- **WORK REQUIRED**:
Among these records, which lines include "Carneiro"? Copy them out.

- **PROVIDED MATERIAL**:

- - -

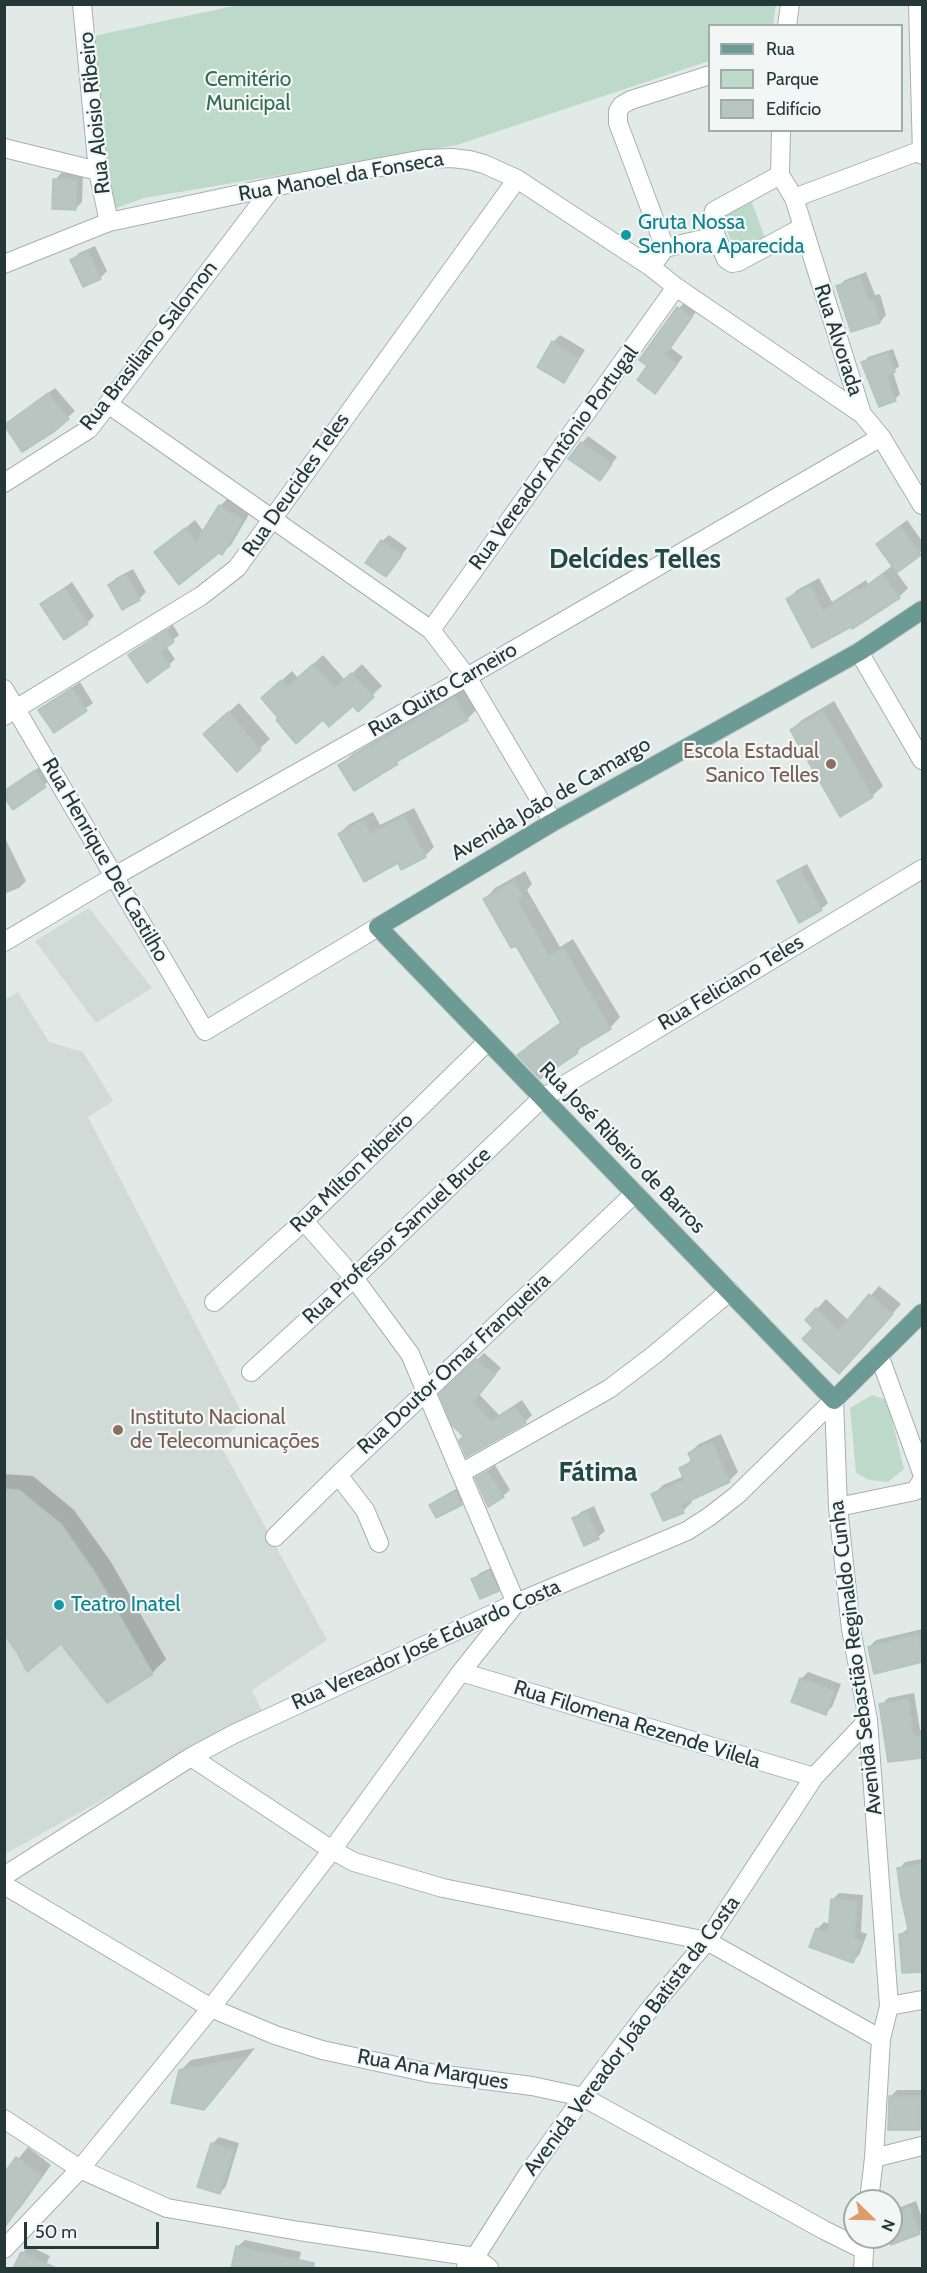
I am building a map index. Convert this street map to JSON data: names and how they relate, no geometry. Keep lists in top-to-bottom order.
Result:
{
  "streets": {
    "main road": ["Avenida João de Camargo", "Rua José Ribeiro de Barros"],
    "street": [
      "Rua Aloisio Ribeiro",
      "Rua Manoel da Fonseca",
      "Rua Alvorada",
      "Rua Brasiliano Salomon",
      "Rua Vereador Antônio Portugal",
      "Rua Deucides Teles",
      "Rua Quito Carneiro",
      "Rua Henrique Del Castilho",
      "Rua Feliciano Teles",
      "Rua Mílton Ribeiro",
      "Rua Professor Samuel Bruce",
      "Rua Doutor Omar Franqueira",
      "Rua Vereador José Eduardo Costa",
      "Avenida Sebastião Reginaldo Cunha",
      "Rua Filomena Rezende Vilela",
      "Avenida Vereador João Batista da Costa",
      "Rua Ana Marques"
    ]
  },
  "crossings": [
    ["Rua Aloisio Ribeiro", "Rua Manoel da Fonseca"],
    ["Rua Manoel da Fonseca", "Rua Alvorada"],
    ["Rua Manoel da Fonseca", "Rua Brasiliano Salomon"],
    ["Rua Manoel da Fonseca", "Rua Vereador Antônio Portugal"],
    ["Rua Manoel da Fonseca", "Rua Deucides Teles"],
    ["Rua Manoel da Fonseca", "Rua Quito Carneiro"],
    ["Rua Deucides Teles", "Rua Henrique Del Castilho"],
    ["Rua Quito Carneiro", "Rua Henrique Del Castilho"],
    ["Avenida João de Camargo", "Rua Henrique Del Castilho"],
    ["Avenida João de Camargo", "Rua José Ribeiro de Barros"],
    ["Rua Feliciano Teles", "Rua José Ribeiro de Barros"],
    ["Rua Feliciano Teles", "Rua Professor Samuel Bruce"],
    ["Rua José Ribeiro de Barros", "Rua Mílton Ribeiro"],
    ["Rua José Ribeiro de Barros", "Rua Professor Samuel Bruce"],
    ["Rua José Ribeiro de Barros", "Rua Doutor Omar Franqueira"],
    ["Rua José Ribeiro de Barros", "Rua Vereador José Eduardo Costa"],
    ["Rua José Ribeiro de Barros", "Avenida Sebastião Reginaldo Cunha"],
    ["Rua Vereador José Eduardo Costa", "Avenida Sebastião Reginaldo Cunha"],
    ["Avenida Sebastião Reginaldo Cunha", "Avenida Vereador João Batista da Costa"],
    ["Rua Filomena Rezende Vilela", "Avenida Vereador João Batista da Costa"],
    ["Avenida Vereador João Batista da Costa", "Rua Ana Marques"]
  ],
  "districts": ["Delcídes Telles", "Fátima"],
  "parks": ["Cemitério Municipal"],
  "places": [
    "Gruta Nossa Senhora Aparecida",
    "Escola Estadual Sanico Telles",
    "Instituto Nacional de Telecomunicações",
    "Teatro Inatel"
  ],
  "legend": ["Rua", "Parque", "Edifício"],
  "scale_bar": "50 m",
  "north": "bottom right"
}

- - -

- **TASK SOLUTION**:
      "Rua Quito Carneiro",
    ["Rua Manoel da Fonseca", "Rua Quito Carneiro"],
    ["Rua Quito Carneiro", "Rua Henrique Del Castilho"],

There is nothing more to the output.